Cool, let's look at Tsunade than, she's in that time-line but is still vastly outclassed by Orochimaru if he can control those Edos. So again your point fails. The Sannin can be much stronger than each other at different times in the manga, accept it and move on.



> They handn;t mastered their abilities at that point


Which is my point 



> Bee got tripped up and had to be schooled by Itachi just like Naruto did


B got tripped up by an ability that was unknown to him, Naruto got tripped up by an ability that was known to him. 

And no Itachi lectures Naruto to be more like B. Remember Naruto starts freaking out after CT is launched, and see's B acting carefree about it and gets pissed at B for being so calm. To which Itachi lectures him, that he needs to be more calm like B and analyze the situation, rather than panicking:
"You are the bright, *young* flames that must protect the village."



> so then Naruto with Sage Mode mastery in the tier with Itachi and Killer Bee


He can perform on that level or her can perform worse, like I said I have him fluctuating between the Tier Itachi and B are on, and the tier bellow them.



> For the sake of plot , BZ had a further role to play, Kisame was saved for Gai and Itachi was there to redeem himself and show he can work together with others to achieve his goals , you're caught up in feats I'm caught up in the narrative


Cool, then let's say it's the narrative holding Naruto back. That still means Naruto's performances fluctuate like I'm saying. Whether we agree on cause or not is irrelevant to the end result.



> When did Sasuke post Danzo perform worse than Itachi standards , shit other than the Kabuto fight where Itachi had the advantage of Edo Tensei, Knowledge and the fight being tailor made for Itachi to stop edo tensei


Sasuke after the Danzo fight got EMS, before ever fighting again with MS (unless we count his fight against Kakashi, in which case I would argue that performance was worse, due to eyesight Issues making his power inconsistent), anyway I never put EMS-Sasuke bellow Itachi's standards, so what are you arguing against 



> Thats also wrong the Kages should be in another tier than Mid Atakuski and Hebi/FRS


Why? Post-Wind Kakashi was considered a Hokage Candidate, and Post-Wind Naruto was considered >= Post-Wind Kakashi strength wise; and Kakuzu was clearly also around the level of those 2, as was Hebi-Sasuke and Deidara. So they all at least cover the bare minimum qualifications for Kage strength wise. The only issue with Naruto, Hebi-Sasuke, and Deidara is one of inexperience and therefore the potential to perform more poorly, than a vet like Kakashi or Kakuzu, which is why I think having them fluctuate between that tier and the one bellow is fair.

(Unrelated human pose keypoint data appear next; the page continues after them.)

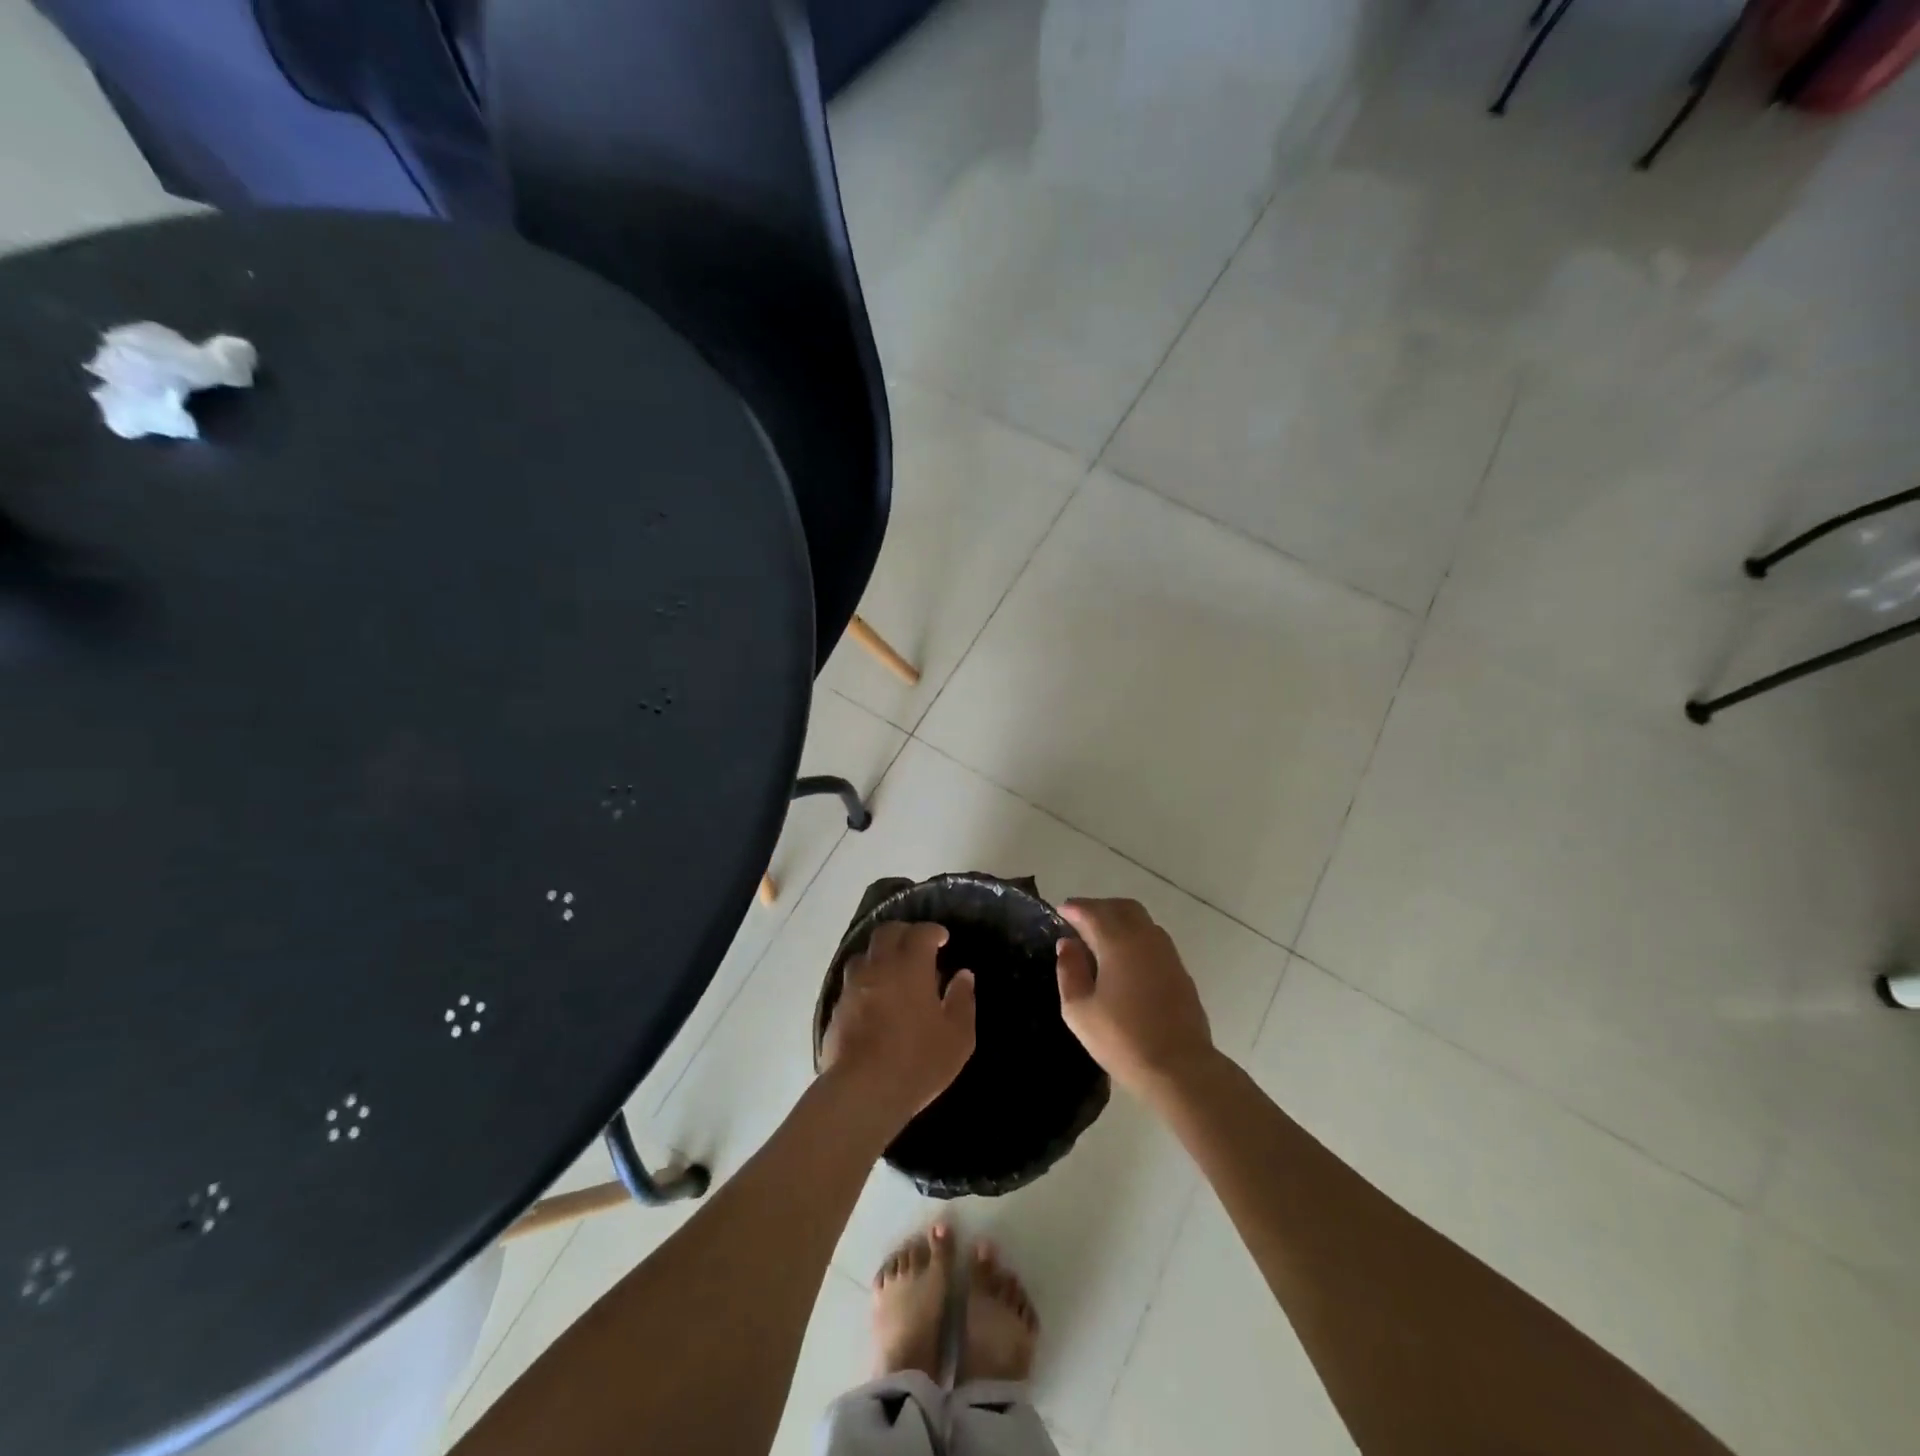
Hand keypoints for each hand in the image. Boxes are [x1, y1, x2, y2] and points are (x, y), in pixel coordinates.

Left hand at [820, 922, 975, 1124]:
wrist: (862, 1091)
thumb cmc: (918, 1061)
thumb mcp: (957, 1036)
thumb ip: (962, 1000)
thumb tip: (963, 975)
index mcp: (910, 967)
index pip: (920, 933)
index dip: (932, 931)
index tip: (942, 938)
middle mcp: (878, 967)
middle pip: (886, 933)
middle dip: (903, 932)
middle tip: (917, 945)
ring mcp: (852, 987)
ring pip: (863, 954)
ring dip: (879, 954)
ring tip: (892, 970)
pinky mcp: (837, 1009)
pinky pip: (851, 982)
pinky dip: (865, 981)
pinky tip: (873, 998)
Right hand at [1057, 898, 1214, 1098]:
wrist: (1180, 1068)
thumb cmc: (1122, 1039)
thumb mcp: (1079, 1010)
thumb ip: (1070, 970)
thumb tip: (1068, 944)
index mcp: (1118, 941)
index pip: (1092, 911)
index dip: (1074, 908)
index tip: (1060, 911)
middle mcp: (1145, 937)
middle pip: (1120, 907)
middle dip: (1097, 908)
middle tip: (1078, 921)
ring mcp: (1167, 952)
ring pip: (1141, 919)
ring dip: (1118, 919)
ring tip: (1099, 938)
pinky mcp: (1180, 969)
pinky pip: (1153, 937)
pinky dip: (1135, 935)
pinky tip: (1124, 958)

Meanwhile I think it's fair placing Ei, Yondaime-Kazekage, and Mei being the weaker Kages we've seen towards the top of that tier.


----------



## Lawrence777 (Dec 22, 2015)

using  namespace ersad;

disclaimer

*Spoiler*: __ 



This isn't  a 1v1 tier list since I've done a ton of those, I'm more so rating the collective value of where each shinobi falls(atleast in my opinion/from my perspective). This is a tier list of  scale and the amount of which each character can influence /  affect change on a battlefield of forces.

So jinton for instance (which is normally just a projectile in a 1v1) is worth more when armies are involved and so therefore Onoki would be higher here than in  normal 1v1 tier list of mine.
So supportive/ multi-hit abilities count more heavily but if you have a ton of brute strength it maybe still worth more. Still subject to my own biases/perspective/point of view ofcourse




Tier1
Hashirama Senju
Madara Uchiha

Tier2
Naruto Uzumaki [BSM/BM]
Nagato Uzumaki
Kabuto Yakushi[Edo Tensei]

Tier3
Killer Bee/Sasuke Uchiha[EMS]
Itachi Uchiha [Edo Tensei]/Naruto Uzumaki[KCM]
Minato Namikaze
Tobirama Senju

Tier4
Jiraiya[Sage Mode]
Naruto[Sage Mode]
Sakura Haruno [EoS] / Tsunade
Kisame/Deidara
Mu/Onoki/Second Mizukage

Tier5
Might Gai_?_
4th/3rd Raikage
Itachi Uchiha [Sick]
Sasuke Uchiha [MS/Hebi]
Kakashi Hatake[MS]
Danzo Shimura 
Hiruzen Sarutobi [Edo Tensei]
Gaara

Tier4
Mei/Sasori/Kakuzu
Kimimaro(Healthy)

forgot bunch of people probably


----------



## Eliyua23 (Dec 22, 2015)

> 1) Hiruzen didn't seal Kurama or do anything to Juubito, so I don't know why your listing that as an example of Hiruzen's superiority
> 
> 2) He can't seal Tensei, but he can bind them by turning them to stone, which to me is just as good



What I'm saying is that Onoki wouldn't outperform Hiruzen in those cirumstances




> Now can Old Hiruzen counter tons of Jinton blasts from Mu? Can he deal w/ Madara's Meteor.? Can he counter Flower Tree World? Can he counter 5 Madara clones, while saving Ei at the same time? Would he have been able to team up with Tsunade to waste all 25 of those clones?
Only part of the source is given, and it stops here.